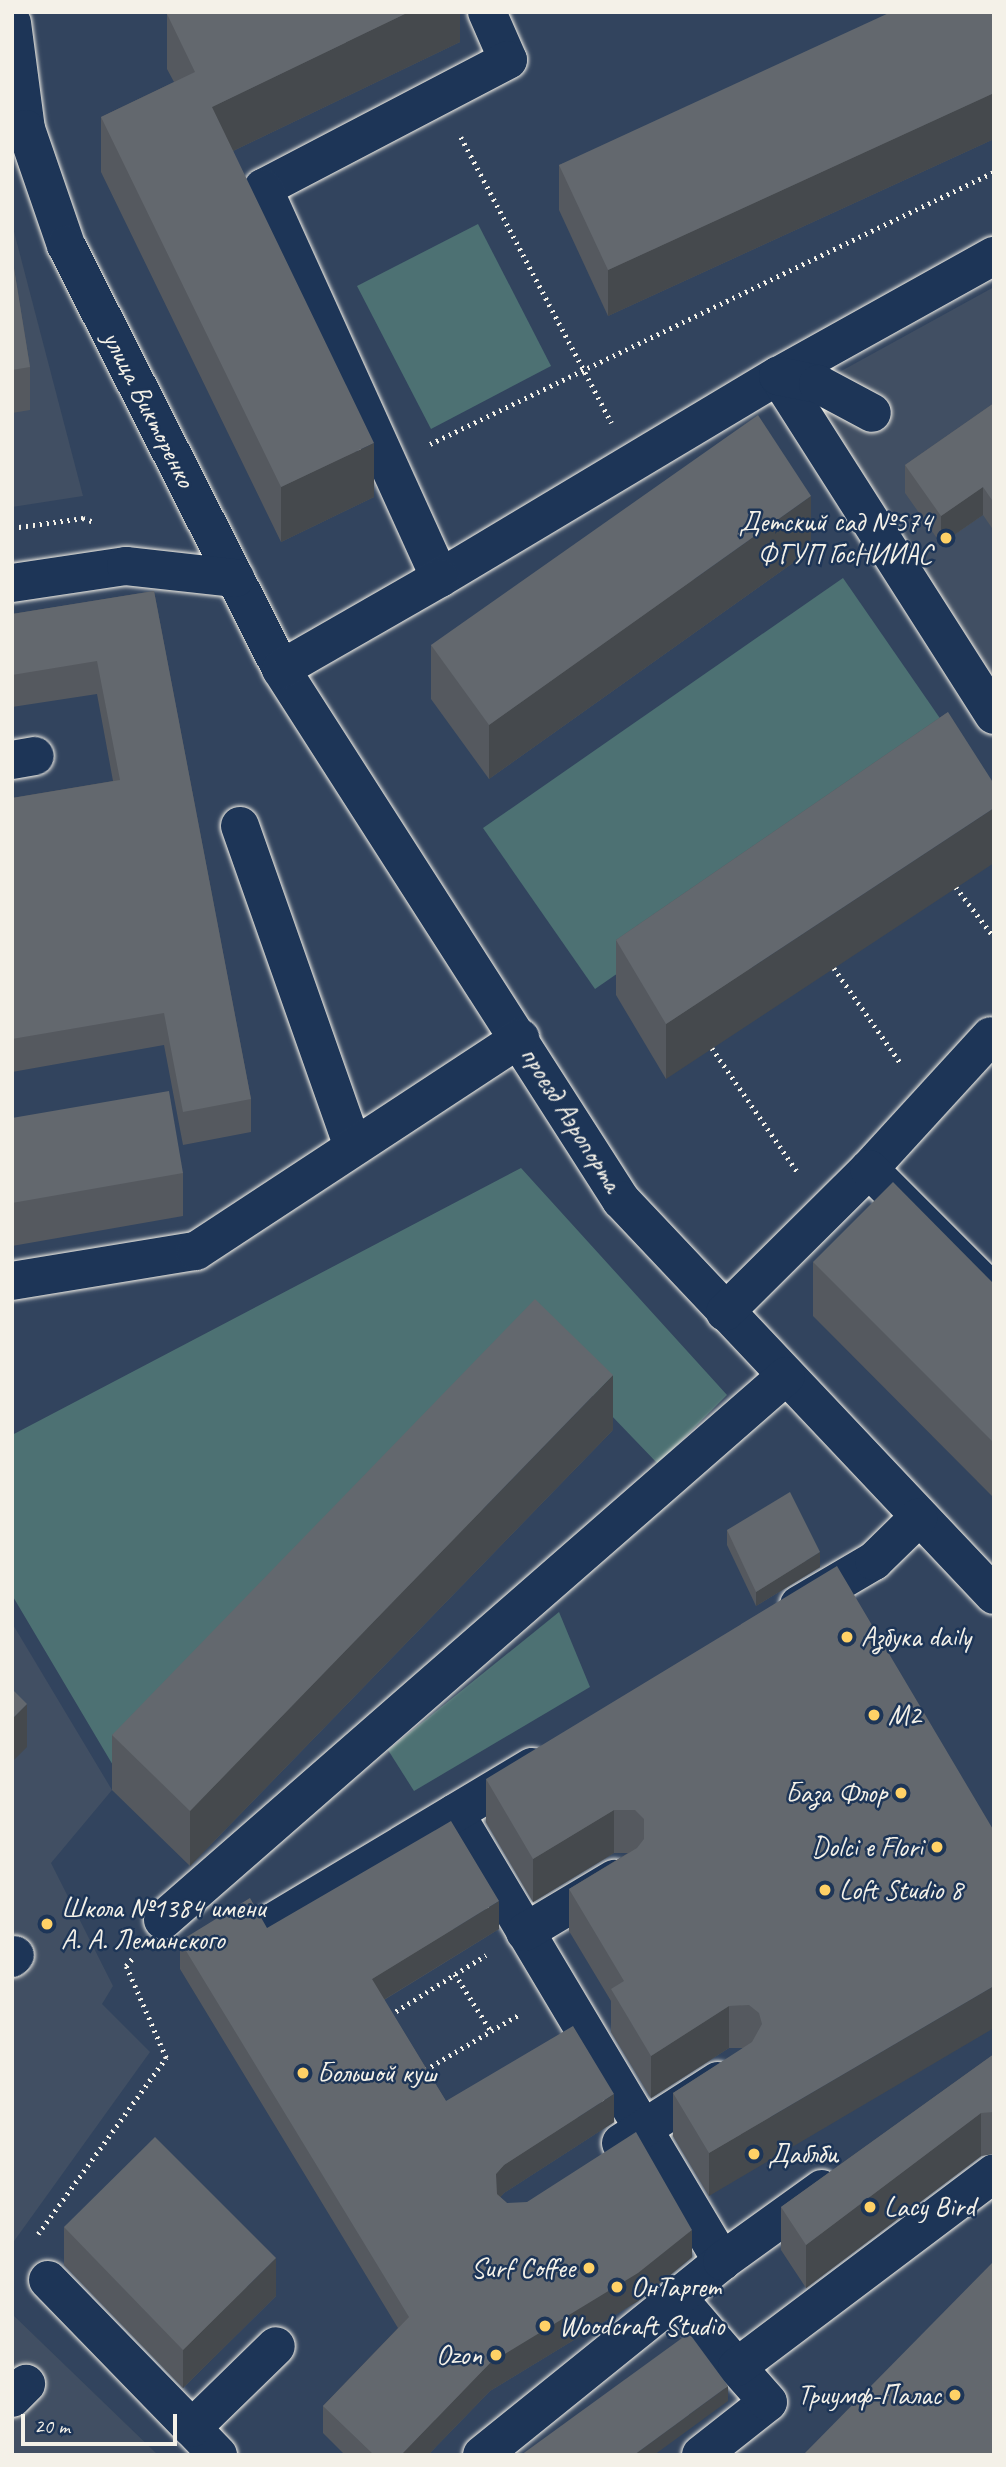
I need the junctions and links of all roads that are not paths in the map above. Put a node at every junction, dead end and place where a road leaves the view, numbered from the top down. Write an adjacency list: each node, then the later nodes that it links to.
1 (487, 12): 8 (street)
2 (12, 23): 3 (street, улица Викторенко)
3 (16, 77): 7 (street, улица Викторенко)
4 (994, 256): 5 (street)
5 (778, 376): 6 (street); 8 (street); 11 (street)
6 (872, 413)
7 (235, 578): 9 (street); 10 (street, проезд Аэропорта)
8 (440, 578): 10 (street)
9 (12, 583)
10 (281, 669): 14 (street, проезд Аэропорта)
11 (994, 715)
12 (240, 826): 15 (street)
13 (993, 1036): 16 (street)
14 (520, 1038): 15 (street); 19 (street, проезд Аэропорта)
15 (353, 1147): 17 (street)
16 (869, 1169): 18 (street); 19 (street)
17 (12, 1281)
18 (994, 1294)
19 (725, 1312): 20 (street, проезд Аэропорта)
20 (786, 1376): 21 (street, проезд Аэропорта); 27 (street)
21 (918, 1518): 22 (street, проезд Аэропорта); 23 (street)
22 (994, 1595)
23 (770, 1623)
24 (560, 1750): 25 (street)
25 (455, 1813): 28 (street); 29 (street)
26 (625, 1872): 29 (street)
27 (163, 1920)
28 (272, 1922)
29 (525, 1932): 31 (street)
30 (740, 2067): 31 (street)
31 (643, 2129): 33 (street); 35 (street)
32 (858, 2164): 35 (street)
33 (585, 2166)
34 (994, 2173): 39 (street)
35 (722, 2261): 37 (street)
36 (48, 2280): 40 (street)
37 (677, 2297): 39 (street); 41 (street)
38 (276, 2346): 40 (street)
39 (737, 2367): 42 (street)
40 (205, 2441)
41 (482, 2455)
42 (701, 2455)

━━━

Each record must be quoted in full and exactly. Do not include the pictures.

◆ **Solution to this exercise**
I need the junctions and links of all roads that are not paths in the map above. Put a node at every junction, dead end and place where a road leaves the view, numbered from the top down. Write an adjacency list: each node, then the later nodes that it links to.
1 (487, 12): 8 (street)
2 (12, 23): 3 (street, улица Викторенко)
3 (16, 77): 7 (street, улица Викторенко)
4 (994, 256): 5 (street)
5 (778, 376): 6 (street); 8 (street); 11 (street)
6 (872, 413)
7 (235, 578): 9 (street); 10 (street, проезд Аэропорта)
8 (440, 578): 10 (street)
9 (12, 583)
10 (281, 669): 14 (street, проезд Аэропорта)
11 (994, 715)
12 (240, 826): 15 (street)
13 (993, 1036): 16 (street)
14 (520, 1038): 15 (street); 19 (street, проезд Аэропорта)
15 (353, 1147): 17 (street)
16 (869, 1169): 18 (street); 19 (street)
17 (12, 1281)
18 (994, 1294)
19 (725, 1312): 20 (street, проезд Аэропорта)
20 (786, 1376): 21 (street, проезд Аэропорта); 27 (street)
21 (918, 1518): 22 (street, проезд Аэропорта); 23 (street)
22 (994, 1595)
23 (770, 1623)
24 (560, 1750): 25 (street)
25 (455, 1813): 28 (street); 29 (street)
26 (625, 1872): 29 (street)
27 (163, 1920)
28 (272, 1922)
29 (525, 1932): 31 (street)
30 (740, 2067): 31 (street)
31 (643, 2129): 33 (street); 35 (street)
32 (858, 2164): 35 (street)
33 (585, 2166)
34 (994, 2173): 39 (street)
35 (722, 2261): 37 (street)
36 (48, 2280): 40 (street)
37 (677, 2297): 39 (street); 41 (street)
38 (276, 2346): 40 (street)
39 (737, 2367): 42 (street)
40 (205, 2441)
41 (482, 2455)
42 (701, 2455)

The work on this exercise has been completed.